→ About this exercise
From the entries below, please gather each line containing the string "halo".

→ Extracted records
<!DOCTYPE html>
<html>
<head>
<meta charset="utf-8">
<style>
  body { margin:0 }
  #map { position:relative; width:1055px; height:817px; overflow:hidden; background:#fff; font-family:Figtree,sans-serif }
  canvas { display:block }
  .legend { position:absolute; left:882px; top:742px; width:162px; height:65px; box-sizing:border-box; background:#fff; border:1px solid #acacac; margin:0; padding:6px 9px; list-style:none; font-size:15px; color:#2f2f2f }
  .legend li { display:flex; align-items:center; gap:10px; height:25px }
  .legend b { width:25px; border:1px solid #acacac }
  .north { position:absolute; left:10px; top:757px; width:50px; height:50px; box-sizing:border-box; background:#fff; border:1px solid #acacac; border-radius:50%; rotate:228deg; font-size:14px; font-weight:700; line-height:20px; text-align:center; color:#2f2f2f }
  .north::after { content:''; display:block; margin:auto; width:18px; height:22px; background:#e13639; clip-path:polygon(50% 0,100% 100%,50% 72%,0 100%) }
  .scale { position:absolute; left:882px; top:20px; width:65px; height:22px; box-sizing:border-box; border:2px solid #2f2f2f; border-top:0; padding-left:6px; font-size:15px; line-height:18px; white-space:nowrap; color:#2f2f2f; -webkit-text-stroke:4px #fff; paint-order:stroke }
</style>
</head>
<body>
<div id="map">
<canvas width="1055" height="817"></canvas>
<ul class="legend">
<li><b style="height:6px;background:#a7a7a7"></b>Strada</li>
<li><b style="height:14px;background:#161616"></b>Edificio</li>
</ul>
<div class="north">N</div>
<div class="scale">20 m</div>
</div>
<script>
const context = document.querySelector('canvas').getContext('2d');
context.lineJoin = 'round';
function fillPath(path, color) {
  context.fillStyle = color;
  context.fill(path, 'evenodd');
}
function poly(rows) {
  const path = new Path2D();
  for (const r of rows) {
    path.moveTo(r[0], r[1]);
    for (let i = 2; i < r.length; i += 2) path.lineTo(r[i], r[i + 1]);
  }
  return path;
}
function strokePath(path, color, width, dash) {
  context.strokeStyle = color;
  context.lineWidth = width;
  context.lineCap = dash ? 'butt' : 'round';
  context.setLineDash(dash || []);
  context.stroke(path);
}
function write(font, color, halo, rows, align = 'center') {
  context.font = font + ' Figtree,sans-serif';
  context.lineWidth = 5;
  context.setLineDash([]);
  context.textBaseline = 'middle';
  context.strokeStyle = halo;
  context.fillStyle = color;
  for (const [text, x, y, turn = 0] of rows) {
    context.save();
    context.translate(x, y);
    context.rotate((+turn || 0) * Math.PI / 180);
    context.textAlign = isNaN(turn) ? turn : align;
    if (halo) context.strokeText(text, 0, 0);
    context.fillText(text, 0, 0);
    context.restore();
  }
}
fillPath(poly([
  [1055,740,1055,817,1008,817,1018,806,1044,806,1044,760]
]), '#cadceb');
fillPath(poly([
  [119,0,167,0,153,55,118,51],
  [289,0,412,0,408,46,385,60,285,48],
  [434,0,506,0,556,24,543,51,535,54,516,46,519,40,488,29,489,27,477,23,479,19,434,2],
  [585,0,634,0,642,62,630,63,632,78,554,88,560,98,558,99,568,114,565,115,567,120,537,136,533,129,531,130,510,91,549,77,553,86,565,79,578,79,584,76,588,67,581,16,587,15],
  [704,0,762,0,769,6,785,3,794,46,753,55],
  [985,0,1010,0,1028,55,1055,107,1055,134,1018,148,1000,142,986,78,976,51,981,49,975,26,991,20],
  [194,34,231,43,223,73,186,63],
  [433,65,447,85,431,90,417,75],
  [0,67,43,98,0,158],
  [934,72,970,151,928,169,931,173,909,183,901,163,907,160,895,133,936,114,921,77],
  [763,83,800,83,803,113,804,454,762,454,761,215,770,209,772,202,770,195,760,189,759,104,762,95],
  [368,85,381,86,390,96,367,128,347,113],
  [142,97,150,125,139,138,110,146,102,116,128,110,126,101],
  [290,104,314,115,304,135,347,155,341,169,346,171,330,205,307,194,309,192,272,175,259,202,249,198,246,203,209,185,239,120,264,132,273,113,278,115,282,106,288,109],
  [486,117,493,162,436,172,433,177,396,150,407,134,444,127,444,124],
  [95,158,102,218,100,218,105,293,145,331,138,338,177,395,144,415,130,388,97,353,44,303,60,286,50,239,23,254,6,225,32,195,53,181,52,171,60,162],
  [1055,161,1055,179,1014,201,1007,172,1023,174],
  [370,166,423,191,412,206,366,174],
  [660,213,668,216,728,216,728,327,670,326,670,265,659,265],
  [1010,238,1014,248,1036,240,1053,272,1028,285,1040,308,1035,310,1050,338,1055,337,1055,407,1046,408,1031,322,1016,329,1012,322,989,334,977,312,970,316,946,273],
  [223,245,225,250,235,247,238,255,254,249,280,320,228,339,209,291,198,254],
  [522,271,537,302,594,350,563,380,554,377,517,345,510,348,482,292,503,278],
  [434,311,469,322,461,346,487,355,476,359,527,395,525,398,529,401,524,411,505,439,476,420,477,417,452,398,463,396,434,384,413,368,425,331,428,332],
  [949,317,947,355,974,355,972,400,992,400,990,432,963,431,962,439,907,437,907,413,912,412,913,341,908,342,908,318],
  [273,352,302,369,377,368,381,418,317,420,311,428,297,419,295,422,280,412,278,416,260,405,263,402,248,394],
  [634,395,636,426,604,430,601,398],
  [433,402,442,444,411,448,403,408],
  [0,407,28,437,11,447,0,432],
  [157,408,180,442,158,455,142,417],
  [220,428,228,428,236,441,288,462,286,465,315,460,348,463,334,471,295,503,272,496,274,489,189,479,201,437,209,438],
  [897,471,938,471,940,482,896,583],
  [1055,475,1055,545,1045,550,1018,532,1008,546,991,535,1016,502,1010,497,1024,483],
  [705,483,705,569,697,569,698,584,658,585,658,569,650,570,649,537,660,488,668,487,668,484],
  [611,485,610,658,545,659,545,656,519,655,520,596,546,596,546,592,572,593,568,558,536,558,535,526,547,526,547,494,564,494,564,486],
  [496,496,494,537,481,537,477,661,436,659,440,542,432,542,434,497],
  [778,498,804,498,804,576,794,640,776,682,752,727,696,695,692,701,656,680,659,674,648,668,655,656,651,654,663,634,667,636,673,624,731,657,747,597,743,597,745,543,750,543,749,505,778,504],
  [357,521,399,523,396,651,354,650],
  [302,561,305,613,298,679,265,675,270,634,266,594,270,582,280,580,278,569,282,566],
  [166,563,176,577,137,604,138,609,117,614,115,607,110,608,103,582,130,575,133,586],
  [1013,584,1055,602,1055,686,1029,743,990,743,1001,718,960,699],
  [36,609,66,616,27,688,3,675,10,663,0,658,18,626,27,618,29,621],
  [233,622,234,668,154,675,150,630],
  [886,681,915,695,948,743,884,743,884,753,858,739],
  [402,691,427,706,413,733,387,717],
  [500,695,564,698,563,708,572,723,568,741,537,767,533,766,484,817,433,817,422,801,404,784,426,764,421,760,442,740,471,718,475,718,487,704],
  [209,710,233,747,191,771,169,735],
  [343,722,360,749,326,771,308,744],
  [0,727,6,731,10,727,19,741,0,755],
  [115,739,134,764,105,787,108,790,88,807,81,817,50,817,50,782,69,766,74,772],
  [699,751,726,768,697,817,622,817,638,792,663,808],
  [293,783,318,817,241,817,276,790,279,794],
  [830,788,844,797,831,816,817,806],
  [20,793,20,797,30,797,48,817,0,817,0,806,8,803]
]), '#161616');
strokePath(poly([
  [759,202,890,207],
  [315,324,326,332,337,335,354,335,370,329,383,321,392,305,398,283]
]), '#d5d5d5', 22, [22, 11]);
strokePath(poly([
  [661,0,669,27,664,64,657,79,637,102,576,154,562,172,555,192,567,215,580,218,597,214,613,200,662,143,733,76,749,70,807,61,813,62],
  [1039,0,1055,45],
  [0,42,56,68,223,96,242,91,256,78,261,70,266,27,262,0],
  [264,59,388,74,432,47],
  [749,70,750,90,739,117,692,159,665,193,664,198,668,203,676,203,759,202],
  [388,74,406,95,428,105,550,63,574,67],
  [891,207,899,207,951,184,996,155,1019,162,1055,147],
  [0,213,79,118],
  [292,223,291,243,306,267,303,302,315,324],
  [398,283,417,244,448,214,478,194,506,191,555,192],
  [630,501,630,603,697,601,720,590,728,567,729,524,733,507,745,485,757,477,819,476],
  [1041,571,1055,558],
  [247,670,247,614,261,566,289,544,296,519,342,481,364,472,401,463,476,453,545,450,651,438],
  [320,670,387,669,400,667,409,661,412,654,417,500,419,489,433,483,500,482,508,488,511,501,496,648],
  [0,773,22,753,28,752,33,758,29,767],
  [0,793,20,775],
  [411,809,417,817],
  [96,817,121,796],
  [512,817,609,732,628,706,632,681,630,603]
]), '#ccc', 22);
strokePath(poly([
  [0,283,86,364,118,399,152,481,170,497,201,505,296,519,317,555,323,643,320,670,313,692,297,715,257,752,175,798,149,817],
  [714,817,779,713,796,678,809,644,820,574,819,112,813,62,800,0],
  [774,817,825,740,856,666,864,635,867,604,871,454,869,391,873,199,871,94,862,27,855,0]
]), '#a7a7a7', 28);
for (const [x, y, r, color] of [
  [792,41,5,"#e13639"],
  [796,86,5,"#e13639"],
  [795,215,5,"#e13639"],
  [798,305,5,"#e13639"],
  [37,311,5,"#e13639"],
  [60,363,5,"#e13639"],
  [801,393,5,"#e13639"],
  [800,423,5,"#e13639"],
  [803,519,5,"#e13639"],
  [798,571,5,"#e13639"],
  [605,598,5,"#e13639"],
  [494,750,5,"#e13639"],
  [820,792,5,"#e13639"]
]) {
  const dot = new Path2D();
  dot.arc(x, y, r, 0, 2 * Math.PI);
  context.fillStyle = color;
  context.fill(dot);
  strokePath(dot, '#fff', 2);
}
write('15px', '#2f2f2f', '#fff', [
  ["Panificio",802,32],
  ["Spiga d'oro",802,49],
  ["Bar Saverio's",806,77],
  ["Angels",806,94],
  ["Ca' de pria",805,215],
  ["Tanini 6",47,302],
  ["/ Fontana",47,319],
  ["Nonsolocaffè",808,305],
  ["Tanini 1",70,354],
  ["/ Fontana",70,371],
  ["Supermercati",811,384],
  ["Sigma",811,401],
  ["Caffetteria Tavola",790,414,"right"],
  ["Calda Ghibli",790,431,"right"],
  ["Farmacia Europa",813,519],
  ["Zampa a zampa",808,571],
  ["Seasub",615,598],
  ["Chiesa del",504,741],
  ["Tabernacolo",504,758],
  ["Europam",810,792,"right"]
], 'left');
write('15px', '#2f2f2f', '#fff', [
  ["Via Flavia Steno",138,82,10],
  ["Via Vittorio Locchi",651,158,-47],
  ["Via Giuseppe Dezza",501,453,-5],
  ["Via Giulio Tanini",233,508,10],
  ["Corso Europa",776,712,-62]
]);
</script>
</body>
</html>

...

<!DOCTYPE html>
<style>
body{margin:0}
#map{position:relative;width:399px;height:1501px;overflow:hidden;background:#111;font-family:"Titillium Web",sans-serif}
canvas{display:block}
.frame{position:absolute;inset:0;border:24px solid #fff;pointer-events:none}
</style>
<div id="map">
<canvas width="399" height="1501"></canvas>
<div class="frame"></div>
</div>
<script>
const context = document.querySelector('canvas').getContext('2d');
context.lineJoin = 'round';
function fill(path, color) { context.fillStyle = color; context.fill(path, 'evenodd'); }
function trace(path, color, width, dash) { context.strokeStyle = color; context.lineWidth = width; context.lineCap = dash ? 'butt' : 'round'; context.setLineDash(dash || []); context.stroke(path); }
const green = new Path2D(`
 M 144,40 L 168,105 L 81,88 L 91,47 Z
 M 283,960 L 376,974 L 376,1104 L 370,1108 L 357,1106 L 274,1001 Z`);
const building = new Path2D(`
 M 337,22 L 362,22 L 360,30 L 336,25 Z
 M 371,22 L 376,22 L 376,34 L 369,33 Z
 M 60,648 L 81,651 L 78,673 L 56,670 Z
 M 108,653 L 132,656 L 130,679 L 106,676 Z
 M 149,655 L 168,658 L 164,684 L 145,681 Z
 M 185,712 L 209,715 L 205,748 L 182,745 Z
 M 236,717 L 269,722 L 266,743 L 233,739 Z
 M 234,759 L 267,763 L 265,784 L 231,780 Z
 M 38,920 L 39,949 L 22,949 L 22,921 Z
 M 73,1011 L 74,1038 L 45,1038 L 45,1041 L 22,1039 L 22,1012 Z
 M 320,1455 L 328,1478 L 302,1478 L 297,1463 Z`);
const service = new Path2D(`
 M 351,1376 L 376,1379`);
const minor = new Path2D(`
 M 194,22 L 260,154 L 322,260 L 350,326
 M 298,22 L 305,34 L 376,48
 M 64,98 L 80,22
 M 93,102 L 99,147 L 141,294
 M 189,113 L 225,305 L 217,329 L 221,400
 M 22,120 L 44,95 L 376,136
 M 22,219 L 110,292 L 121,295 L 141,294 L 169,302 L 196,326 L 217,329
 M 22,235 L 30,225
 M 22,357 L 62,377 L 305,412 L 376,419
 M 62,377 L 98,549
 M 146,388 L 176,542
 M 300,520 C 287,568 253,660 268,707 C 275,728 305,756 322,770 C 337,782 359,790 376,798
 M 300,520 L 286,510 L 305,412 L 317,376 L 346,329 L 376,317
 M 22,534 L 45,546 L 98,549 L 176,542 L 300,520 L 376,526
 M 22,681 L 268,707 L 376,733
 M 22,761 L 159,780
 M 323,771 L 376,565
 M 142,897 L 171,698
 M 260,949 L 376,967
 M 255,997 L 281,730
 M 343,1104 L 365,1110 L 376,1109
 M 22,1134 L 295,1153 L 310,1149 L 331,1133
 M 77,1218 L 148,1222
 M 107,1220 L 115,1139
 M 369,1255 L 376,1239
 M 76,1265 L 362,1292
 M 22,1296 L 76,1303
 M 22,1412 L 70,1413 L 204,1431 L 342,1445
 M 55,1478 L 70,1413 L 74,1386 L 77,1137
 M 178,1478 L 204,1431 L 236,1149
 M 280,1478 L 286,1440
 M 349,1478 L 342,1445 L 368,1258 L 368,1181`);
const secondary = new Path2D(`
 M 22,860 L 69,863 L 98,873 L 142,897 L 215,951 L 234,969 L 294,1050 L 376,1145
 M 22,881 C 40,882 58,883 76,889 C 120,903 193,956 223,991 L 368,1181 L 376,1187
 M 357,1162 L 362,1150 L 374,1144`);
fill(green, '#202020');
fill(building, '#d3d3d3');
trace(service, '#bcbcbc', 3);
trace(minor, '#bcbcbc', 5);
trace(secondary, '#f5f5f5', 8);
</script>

→ Response
function write(font, color, halo, rows, align = 'center') {
  context.strokeStyle = halo;
    if (halo) context.strokeText(text, 0, 0);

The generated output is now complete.